Your task is to reproduce the entries below word for word.

Data items

⁂

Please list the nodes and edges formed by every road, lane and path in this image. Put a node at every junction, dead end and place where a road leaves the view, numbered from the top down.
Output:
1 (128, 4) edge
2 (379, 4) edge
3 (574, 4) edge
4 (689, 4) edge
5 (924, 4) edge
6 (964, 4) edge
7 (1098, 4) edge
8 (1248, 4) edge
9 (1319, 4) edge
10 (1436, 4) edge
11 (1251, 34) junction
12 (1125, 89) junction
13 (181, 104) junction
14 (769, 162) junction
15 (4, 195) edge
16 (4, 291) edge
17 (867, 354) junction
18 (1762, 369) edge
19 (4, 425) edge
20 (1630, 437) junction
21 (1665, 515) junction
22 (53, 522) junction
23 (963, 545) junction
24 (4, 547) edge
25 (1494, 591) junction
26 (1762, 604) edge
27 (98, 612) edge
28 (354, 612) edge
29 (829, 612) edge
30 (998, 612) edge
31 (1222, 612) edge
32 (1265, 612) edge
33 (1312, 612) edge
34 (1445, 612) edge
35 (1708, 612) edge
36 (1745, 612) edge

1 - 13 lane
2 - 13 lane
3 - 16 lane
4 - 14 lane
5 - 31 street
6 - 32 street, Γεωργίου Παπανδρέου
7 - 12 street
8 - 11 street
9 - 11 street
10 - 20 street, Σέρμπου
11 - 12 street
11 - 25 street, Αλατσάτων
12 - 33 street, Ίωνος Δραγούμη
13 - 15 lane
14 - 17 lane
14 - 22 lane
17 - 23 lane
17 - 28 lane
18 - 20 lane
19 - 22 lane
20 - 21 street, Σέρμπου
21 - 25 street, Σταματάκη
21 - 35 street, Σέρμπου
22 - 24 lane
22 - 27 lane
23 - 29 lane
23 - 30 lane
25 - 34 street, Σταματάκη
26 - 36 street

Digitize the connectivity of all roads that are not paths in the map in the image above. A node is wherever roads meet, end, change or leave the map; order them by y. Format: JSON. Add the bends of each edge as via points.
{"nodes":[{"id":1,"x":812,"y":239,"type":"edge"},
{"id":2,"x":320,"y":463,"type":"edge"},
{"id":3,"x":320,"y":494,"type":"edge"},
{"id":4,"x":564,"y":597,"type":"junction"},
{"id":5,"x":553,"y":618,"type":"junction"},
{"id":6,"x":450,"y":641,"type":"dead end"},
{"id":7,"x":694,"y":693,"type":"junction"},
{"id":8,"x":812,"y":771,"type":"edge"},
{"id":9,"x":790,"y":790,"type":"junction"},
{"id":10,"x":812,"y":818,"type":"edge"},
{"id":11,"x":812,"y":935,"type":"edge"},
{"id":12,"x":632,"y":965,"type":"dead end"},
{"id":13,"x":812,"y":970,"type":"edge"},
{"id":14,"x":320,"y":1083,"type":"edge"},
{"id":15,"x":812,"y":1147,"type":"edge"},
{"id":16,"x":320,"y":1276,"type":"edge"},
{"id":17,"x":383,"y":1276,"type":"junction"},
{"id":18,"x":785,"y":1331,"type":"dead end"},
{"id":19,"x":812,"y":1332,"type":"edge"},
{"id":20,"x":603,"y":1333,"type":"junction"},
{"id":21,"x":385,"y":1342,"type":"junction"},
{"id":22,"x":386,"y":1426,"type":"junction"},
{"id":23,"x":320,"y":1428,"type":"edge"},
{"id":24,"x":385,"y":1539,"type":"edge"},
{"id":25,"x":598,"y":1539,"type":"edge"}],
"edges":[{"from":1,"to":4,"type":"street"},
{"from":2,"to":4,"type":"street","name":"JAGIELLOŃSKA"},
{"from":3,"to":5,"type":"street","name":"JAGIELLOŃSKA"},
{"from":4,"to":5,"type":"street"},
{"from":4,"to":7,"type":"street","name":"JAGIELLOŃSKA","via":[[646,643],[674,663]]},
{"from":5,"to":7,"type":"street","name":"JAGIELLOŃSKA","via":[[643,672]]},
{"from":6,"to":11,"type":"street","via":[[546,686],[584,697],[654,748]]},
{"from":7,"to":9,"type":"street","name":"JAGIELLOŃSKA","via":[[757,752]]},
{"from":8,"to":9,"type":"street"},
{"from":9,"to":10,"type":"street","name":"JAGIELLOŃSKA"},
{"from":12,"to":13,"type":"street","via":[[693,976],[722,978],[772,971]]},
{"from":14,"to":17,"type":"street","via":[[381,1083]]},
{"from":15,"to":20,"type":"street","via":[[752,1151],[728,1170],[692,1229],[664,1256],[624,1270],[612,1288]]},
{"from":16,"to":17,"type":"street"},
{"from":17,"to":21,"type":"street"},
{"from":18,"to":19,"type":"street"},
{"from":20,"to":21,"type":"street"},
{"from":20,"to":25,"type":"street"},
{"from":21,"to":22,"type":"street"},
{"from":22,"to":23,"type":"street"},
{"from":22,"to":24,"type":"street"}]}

⁂

> **SOLUTION**:
Please list the nodes and edges formed by every road, lane and path in this image. Put a node at every junction, dead end and place where a road leaves the view, numbered from the top down.
Output:
1 (128, 4) edge
2 (379, 4) edge
3 (574, 4) edge
4 (689, 4) edge
5 (924, 4) edge
6 (964, 4) edge
7 (1098, 4) edge
8 (1248, 4) edge
9 (1319, 4) edge
10 (1436, 4) edge
11 (1251, 34) junction
12 (1125, 89) junction
13 (181, 104) junction
14 (769, 162) junction
15 (4, 195) edge
16 (4, 291) edge
17 (867, 354) junction
18 (1762, 369) edge
19 (4, 425) edge
20 (1630, 437) junction
21 (1665, 515) junction
22 (53, 522) junction
23 (963, 545) junction
24 (4, 547) edge
25 (1494, 591) junction
26 (1762, 604) edge
27 (98, 612) edge
28 (354, 612) edge
29 (829, 612) edge
30 (998, 612) edge
31 (1222, 612) edge
32 (1265, 612) edge
33 (1312, 612) edge
34 (1445, 612) edge
35 (1708, 612) edge
36 (1745, 612) edge

1 - 13 lane
2 - 13 lane
3 - 16 lane
4 - 14 lane
5 - 31 street
6 - 32 street, Γεωργίου Παπανδρέου
7 - 12 street
8 - 11 street
9 - 11 street
10 - 20 street, Σέρμπου
11 - 12 street
11 - 25 street, Αλατσάτων
12 - 33 street, Ίωνος Δραγούμη
13 - 15 lane
14 - 17 lane
14 - 22 lane
17 - 23 lane
17 - 28 lane
18 - 20 lane
19 - 22 lane
20 - 21 street, Σέρμπου
21 - 25 street, Σταματάκη
21 - 35 street, Σέρμπου
22 - 24 lane
22 - 27 lane
23 - 29 lane
23 - 30 lane
25 - 34 street, Σταματάκη
26 - 36 street

Digitize the connectivity of all roads that are not paths in the map in the image above. A node is wherever roads meet, end, change or leave the map; order them by y. Format: JSON. Add the bends of each edge as via points.
{"nodes":[{"id":1,"x":812,"y":239,"type":"edge"},
{"id":2,"x":320,"y":463,"type":"edge"},
{"id":3,"x":320,"y":494,"type":"edge"},
{"id":4,"x":564,"y":597,"type":"junction"},
{"id":5,"x":553,"y":618,"type":"junction"},
{"id":6,"x":450,"y":641,"type":"dead end"},
{"id":7,"x":694,"y":693,"type":"junction"},
{"id":8,"x":812,"y":771,"type":"edge"},
{"id":9,"x":790,"y":790,"type":"junction"},
{"id":10,"x":812,"y":818,"type":"edge"},
{"id":11,"x":812,"y":935,"type":"edge"},
{"id":12,"x":632,"y":965,"type":"dead end"},
{"id":13,"x":812,"y":970,"type":"edge"},
{"id":14,"x":320,"y":1083,"type":"edge"},
{"id":15,"x":812,"y":1147,"type":"edge"},
{"id":16,"x":320,"y":1276,"type":"edge"},
{"id":17,"x":383,"y":1276,"type":"junction"},
{"id":18,"x":785,"y":1331,"type":"dead end"},
{"id":19,"x":812,"y":1332,"type":"edge"},
{"id":20,"x":603,"y":1333,"type":"junction"},
{"id":21,"x":385,"y":1342,"type":"junction"},
{"id":22,"x":386,"y":1426,"type":"junction"},
{"id":23,"x":320,"y":1428,"type":"edge"},
{"id":24,"x":385,"y":1539,"type":"edge"},
{"id":25,"x":598,"y":1539,"type":"edge"}],
"edges":[{"from":1,"to":4,"type":"street"},
{"from":2,"to":4,"type":"street","name":"JAGIELLOŃSKA"},
{"from":3,"to":5,"type":"street","name":"JAGIELLOŃSKA"},
{"from":4,"to":5,"type":"street"},
{"from":4,"to":7,"type":"street","name":"JAGIELLOŃSKA","via":[[646,643],[674,663]]},
{"from":5,"to":7,"type":"street","name":"JAGIELLOŃSKA","via":[[643,672]]},
{"from":6,"to":11,"type":"street","via":[[546,686],[584,697],[654,748]]},
{"from":7,"to":9,"type":"street","name":"JAGIELLOŃSKA","via":[[757,752]]},
{"from":8,"to":9,"type":"street"},
{"from":9,"to":10,"type":"street","name":"JAGIELLOŃSKA"},
{"from":12,"to":13,"type":"street","via":[[693,976],[722,978],[772,971]]},
{"from":14,"to":17,"type":"street","via":[[381,1083]]},
{"from":15,"to":20,"type":"street","via":[[752,1151],[728,1170],[692,1229],[664,1256],[624,1270],[612,1288]]},
{"from":16,"to":17,"type":"street"},
{"from":17,"to":21,"type":"street"},
{"from":18,"to":19,"type":"street"},
{"from":20,"to":21,"type":"street"},
{"from":20,"to":25,"type":"street"},
{"from":21,"to":22,"type":"street"},
{"from":22,"to":23,"type":"street"},
{"from":22,"to":24,"type":"street"}]}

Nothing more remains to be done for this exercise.